Practical exercise: fine-tune your Shakespeare transformer from Chapter 1 using RLHF to get it to output samples with positive sentiment. (If you didn't do that exercise, you might be able to find some code to help you from the solutions page).
- Collect some unconditional samples from your model, and label them as positive, negative or neutral in sentiment yourself. You will probably need at least few hundred labels, so keep the samples fairly short so that this isn't too laborious. (Consider pooling your labels if working with others, or mixing in some snippets from the original corpus whose sentiment is less ambiguous.)
- Fine-tune your model to obtain a reward model that predicts the sentiment of a sample. You can treat this as a sequence-modeling problem by having a model predict special tokens such as "happy" and "sad" based on the sentiment, treating neutral labels as soft 50% labels. Remember to mask all but the last token of the sample.
- Fine-tune your original model using PPO, with rewards given by the log probability of positive sentiment predicted by the reward model.
- To make things simpler, don't bother with a value function or GAE. Just use the reward itself as the advantage estimate at every token.
- Recenter and normalize the rewards. Just use fixed constants taken from a few thousand samples instead of implementing running estimates.

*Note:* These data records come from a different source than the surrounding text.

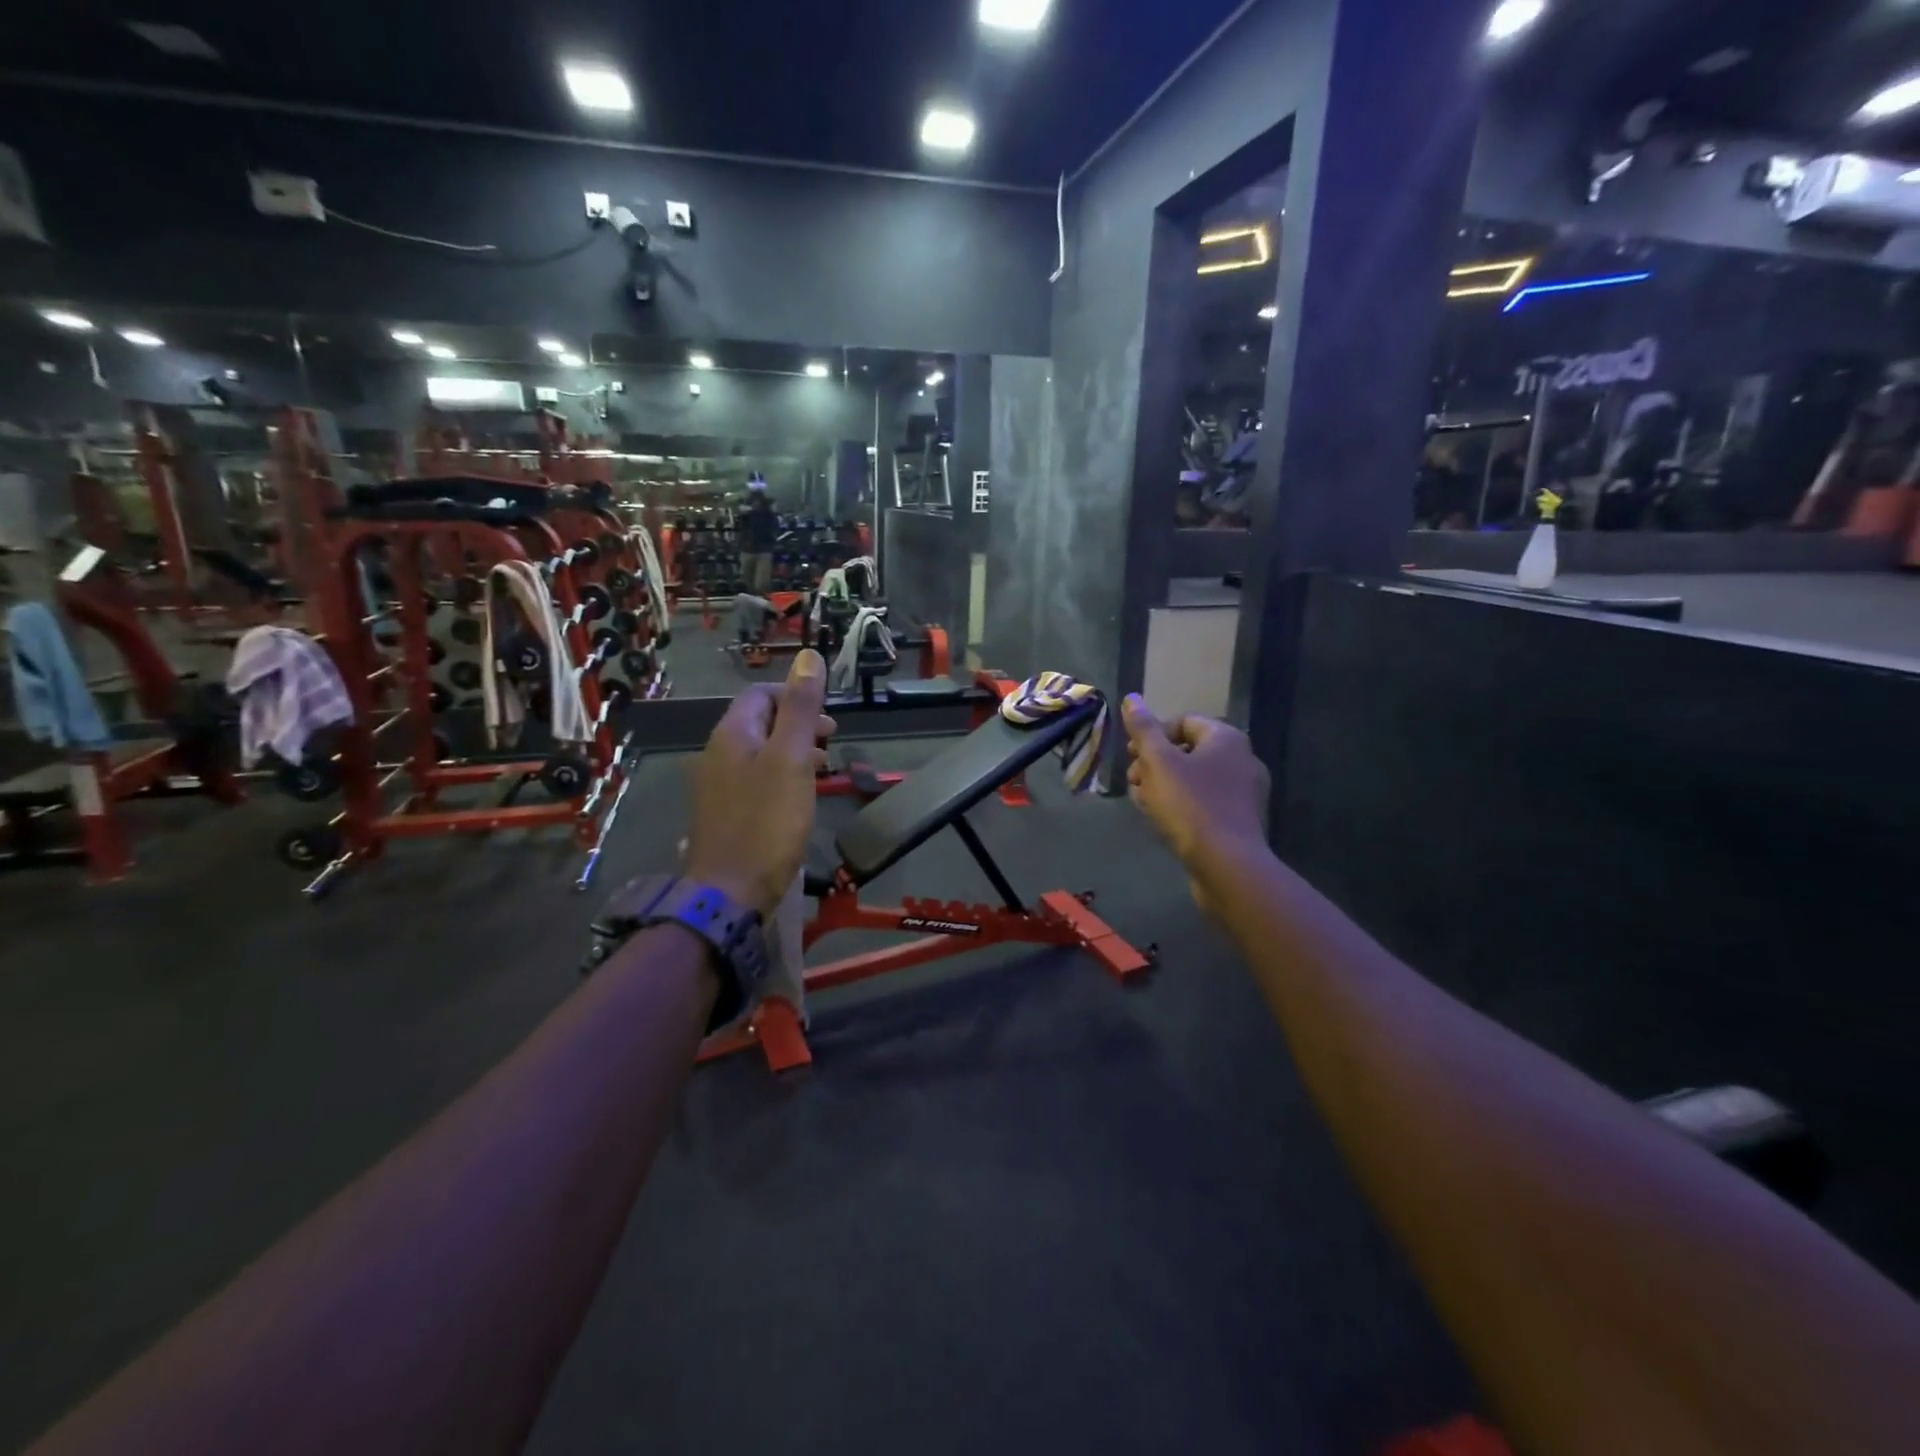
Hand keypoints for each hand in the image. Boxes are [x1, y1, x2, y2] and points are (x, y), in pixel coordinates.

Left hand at [685, 650, 834, 916]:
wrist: (730, 892)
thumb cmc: (766, 821)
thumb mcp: (790, 758)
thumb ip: (800, 708)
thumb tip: (808, 656)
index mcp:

- As in chapter 6, track the fraction of ratios clipped. If it is below 1%, then increase the iteration batch size, i.e., the number of samples in each alternation between rollouts and optimization. The iteration batch size might need to be a few thousand completions or more.
- Measure KL(current model || original model). If the fraction of ratios clipped is high enough, you shouldn't need to penalize this directly to prevent it growing too fast. Square root KL should grow roughly linearly over the course of training. Stop training once you reach 10 nats per completion, but keep hold of plenty of intermediate checkpoints at lower KLs.
- Look at some samples from your different checkpoints, and try to get a sense of which one is the best, and where overoptimization started to occur.
- Evaluate your preferred model by blindly rating 20 samples from your original model and 20 from your final model, to see whether it really is better. Maybe even ask a friend to do the ratings in case you think you can recognize the model. You can also try comparing it to a model that was trained to optimize negative sentiment (note: don't flip the sign of the reward function when training AGI).
- Extension/alternative: do the same thing but with conditional rather than unconditional samples (using prompts from the original Shakespeare dataset), and training a comparison reward model instead of an absolute reward model.
AND/OR
Theoretical exercise: read the first 49 pages of the ELK report (up until "Why we're excited about tackling worst-case ELK"). Try to come up with a proposal of your own that handles all of the counterexamples in the report.
- For guidance on what counts as a valid proposal, see this post. You should try to come up with a proposal that would have been a valid competition entry.
- Hint: base your proposal on one of the following ideas:
- Train a reporter that is useful to an auxiliary AI
- Require the reporter to be continuous
- Penalize depending on too many parts of the predictor
- Compress the predictor's state so it can't tell what a human would believe
- Your proposal will almost certainly have a counterexample of its own. Make your proposal precise enough that you can give a fairly specific counterexample.
- Once you're finished, compare your proposal with the ones given in this post.